TRY IT: Each line from the first down to the one containing "Write the network" should be returned exactly as it appears below.

DATA LISTING:

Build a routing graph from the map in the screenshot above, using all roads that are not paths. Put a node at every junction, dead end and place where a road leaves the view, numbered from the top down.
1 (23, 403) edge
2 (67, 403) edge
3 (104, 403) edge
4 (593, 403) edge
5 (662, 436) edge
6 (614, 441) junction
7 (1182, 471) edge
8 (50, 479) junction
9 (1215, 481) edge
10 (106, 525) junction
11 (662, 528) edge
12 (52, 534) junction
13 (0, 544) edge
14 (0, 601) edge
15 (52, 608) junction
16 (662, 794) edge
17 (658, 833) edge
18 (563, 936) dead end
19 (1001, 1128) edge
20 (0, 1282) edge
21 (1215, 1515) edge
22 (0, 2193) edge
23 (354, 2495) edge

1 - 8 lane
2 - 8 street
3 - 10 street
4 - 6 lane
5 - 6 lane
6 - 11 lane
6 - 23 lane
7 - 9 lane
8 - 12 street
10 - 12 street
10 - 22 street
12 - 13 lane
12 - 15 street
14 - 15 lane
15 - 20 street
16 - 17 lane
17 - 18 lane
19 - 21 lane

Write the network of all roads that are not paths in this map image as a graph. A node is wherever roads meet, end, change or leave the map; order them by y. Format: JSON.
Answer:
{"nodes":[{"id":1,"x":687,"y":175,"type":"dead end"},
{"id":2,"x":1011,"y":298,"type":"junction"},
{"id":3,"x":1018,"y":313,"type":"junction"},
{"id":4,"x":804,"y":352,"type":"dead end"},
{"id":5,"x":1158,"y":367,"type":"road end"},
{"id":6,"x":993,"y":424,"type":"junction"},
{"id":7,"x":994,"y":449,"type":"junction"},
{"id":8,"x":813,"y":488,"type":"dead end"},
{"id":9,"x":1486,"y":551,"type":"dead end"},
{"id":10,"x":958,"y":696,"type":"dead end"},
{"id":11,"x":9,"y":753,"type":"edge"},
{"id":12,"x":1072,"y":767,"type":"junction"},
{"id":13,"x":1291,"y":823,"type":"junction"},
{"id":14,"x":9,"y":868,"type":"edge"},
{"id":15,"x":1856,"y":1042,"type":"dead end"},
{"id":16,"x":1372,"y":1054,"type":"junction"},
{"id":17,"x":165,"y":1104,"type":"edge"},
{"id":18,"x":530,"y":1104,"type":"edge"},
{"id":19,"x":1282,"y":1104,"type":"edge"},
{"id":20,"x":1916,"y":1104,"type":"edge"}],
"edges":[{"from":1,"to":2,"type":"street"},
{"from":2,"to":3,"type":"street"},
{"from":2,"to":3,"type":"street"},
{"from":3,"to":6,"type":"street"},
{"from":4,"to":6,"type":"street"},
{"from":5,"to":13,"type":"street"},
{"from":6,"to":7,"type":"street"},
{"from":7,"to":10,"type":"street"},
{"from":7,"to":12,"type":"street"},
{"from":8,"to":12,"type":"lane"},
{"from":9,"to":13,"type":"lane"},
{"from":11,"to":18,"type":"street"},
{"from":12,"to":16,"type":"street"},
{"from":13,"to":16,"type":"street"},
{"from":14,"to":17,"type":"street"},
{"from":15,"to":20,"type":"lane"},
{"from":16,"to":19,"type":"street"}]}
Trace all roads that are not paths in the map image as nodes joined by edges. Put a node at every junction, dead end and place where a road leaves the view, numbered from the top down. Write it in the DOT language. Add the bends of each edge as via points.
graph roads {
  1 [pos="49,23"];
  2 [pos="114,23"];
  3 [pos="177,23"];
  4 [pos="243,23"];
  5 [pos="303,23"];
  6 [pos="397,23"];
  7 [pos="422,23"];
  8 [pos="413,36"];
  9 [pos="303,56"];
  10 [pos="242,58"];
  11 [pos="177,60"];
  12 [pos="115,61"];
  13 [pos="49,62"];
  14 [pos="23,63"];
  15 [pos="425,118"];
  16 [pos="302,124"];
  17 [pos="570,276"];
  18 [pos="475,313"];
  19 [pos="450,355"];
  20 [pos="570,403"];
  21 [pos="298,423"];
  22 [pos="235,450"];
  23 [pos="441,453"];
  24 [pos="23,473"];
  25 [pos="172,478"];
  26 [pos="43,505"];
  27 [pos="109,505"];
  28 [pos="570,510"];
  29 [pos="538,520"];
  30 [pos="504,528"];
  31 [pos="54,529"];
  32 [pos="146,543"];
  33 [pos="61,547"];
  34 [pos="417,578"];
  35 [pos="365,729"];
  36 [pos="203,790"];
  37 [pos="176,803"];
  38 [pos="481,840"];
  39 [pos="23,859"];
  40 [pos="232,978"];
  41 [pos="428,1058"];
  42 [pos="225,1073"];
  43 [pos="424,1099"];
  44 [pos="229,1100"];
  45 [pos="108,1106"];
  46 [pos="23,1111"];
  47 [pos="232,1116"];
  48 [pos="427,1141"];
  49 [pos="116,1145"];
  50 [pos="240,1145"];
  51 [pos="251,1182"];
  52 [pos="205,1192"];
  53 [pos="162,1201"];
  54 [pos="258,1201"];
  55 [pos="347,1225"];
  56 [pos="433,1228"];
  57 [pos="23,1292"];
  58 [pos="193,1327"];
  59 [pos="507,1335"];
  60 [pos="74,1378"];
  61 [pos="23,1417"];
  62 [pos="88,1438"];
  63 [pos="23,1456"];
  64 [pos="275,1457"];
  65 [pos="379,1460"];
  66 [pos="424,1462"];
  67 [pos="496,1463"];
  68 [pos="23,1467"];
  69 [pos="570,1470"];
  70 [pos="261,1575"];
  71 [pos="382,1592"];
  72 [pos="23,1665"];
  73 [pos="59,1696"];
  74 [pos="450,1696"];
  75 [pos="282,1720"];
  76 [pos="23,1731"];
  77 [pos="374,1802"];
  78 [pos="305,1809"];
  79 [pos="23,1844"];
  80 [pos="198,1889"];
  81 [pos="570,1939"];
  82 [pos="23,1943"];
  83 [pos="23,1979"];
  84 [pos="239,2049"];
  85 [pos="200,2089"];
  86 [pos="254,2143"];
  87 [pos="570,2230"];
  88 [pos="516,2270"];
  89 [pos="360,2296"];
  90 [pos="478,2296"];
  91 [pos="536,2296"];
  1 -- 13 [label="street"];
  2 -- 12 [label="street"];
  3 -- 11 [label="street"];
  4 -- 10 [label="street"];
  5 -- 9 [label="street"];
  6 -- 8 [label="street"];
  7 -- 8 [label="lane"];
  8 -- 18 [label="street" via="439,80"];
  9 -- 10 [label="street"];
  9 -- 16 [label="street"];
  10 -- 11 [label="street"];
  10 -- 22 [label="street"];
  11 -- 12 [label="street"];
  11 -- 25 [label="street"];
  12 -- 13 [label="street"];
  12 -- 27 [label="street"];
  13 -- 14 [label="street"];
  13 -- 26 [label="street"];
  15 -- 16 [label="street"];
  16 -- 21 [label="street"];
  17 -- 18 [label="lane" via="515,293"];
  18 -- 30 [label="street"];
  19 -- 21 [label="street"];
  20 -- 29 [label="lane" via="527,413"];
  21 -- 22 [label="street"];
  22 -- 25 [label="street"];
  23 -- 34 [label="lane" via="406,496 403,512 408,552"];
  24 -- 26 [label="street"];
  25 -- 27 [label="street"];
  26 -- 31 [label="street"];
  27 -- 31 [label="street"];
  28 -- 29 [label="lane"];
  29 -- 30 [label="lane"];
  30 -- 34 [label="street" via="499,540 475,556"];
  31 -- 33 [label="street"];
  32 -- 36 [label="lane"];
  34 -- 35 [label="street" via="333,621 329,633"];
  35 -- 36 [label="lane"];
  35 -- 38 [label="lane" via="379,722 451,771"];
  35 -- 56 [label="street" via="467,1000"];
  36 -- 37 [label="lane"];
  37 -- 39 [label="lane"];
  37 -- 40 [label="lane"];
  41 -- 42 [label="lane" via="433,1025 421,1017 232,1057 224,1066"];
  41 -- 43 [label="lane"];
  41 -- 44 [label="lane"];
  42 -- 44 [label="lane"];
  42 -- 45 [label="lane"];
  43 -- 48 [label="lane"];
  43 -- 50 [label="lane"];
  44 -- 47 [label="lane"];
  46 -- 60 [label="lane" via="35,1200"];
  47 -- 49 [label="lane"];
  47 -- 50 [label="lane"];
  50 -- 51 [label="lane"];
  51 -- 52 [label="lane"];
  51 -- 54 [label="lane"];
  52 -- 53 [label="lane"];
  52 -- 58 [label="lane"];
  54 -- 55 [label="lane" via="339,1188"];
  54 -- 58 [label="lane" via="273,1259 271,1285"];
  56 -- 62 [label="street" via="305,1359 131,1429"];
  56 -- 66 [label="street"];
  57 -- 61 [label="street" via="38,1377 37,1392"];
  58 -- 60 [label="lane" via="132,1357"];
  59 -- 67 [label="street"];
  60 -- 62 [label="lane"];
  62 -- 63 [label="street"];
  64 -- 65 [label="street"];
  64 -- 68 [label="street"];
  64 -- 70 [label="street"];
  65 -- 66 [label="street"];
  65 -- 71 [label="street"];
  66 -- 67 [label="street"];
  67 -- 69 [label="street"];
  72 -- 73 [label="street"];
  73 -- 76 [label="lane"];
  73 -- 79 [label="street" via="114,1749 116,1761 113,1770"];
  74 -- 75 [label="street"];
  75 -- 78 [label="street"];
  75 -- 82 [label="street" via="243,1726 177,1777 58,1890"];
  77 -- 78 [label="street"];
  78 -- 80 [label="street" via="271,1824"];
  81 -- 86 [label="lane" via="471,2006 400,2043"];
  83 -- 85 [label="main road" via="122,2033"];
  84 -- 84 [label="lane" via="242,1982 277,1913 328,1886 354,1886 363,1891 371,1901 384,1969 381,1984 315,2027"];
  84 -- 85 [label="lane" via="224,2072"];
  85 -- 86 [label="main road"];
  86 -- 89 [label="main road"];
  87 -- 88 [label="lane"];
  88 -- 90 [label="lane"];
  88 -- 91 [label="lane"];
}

WRITTEN RESPONSE:
Build a routing graph from the map in the screenshot above, using all roads that are not paths. Put a node at every junction, dead end and place where a road leaves the view, numbered from the top down.
1 (23, 403) edge
2 (67, 403) edge
3 (104, 403) edge
4 (593, 403) edge
5 (662, 436) edge
6 (614, 441) junction
7 (1182, 471) edge
8 (50, 479) junction
9 (1215, 481) edge
10 (106, 525) junction
11 (662, 528) edge
12 (52, 534) junction
13 (0, 544) edge
14 (0, 601) edge
15 (52, 608) junction
16 (662, 794) edge
17 (658, 833) edge
18 (563, 936) dead end
19 (1001, 1128) edge
20 (0, 1282) edge
21 (1215, 1515) edge
22 (0, 2193) edge
23 (354, 2495) edge

1 - 8 lane
2 - 8 street
3 - 10 street
4 - 6 lane
5 - 6 lane
6 - 11 lane
6 - 23 lane
7 - 9 lane
8 - 12 street
10 - 12 street
10 - 22 street
12 - 13 lane
12 - 15 street
14 - 15 lane
15 - 20 street
16 - 17 lane
17 - 18 lane
19 - 21 lane

Write the network of all roads that are not paths in this map image as a graph. A node is wherever roads meet, end, change or leave the map; order them by y. Format: JSON.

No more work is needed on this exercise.